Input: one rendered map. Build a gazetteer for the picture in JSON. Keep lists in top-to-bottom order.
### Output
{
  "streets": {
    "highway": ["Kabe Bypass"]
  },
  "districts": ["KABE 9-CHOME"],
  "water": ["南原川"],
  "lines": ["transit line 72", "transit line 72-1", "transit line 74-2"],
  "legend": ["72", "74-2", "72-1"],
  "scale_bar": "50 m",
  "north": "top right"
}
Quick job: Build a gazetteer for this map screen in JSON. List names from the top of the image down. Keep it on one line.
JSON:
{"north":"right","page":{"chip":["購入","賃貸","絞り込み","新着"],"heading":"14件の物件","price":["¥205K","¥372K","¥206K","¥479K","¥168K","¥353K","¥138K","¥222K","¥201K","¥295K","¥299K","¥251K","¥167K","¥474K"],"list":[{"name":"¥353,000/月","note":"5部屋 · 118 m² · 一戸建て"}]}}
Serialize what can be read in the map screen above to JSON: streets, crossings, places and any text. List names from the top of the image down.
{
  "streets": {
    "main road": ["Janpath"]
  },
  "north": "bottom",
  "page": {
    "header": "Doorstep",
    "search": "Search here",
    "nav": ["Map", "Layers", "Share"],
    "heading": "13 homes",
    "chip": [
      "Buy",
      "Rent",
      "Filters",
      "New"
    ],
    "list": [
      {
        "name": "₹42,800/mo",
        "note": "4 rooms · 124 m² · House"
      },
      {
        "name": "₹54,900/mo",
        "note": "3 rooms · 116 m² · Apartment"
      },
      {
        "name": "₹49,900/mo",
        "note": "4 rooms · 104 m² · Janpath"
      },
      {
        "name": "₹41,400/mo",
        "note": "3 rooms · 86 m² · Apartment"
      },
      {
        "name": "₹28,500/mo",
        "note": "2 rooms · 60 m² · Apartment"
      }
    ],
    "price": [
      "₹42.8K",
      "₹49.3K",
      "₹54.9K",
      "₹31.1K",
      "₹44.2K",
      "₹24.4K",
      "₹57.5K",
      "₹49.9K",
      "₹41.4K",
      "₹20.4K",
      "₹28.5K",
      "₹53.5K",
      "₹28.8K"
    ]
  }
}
####################
Count the lines of the material above that contain "gazetteer"; your reply is that number and no more.

2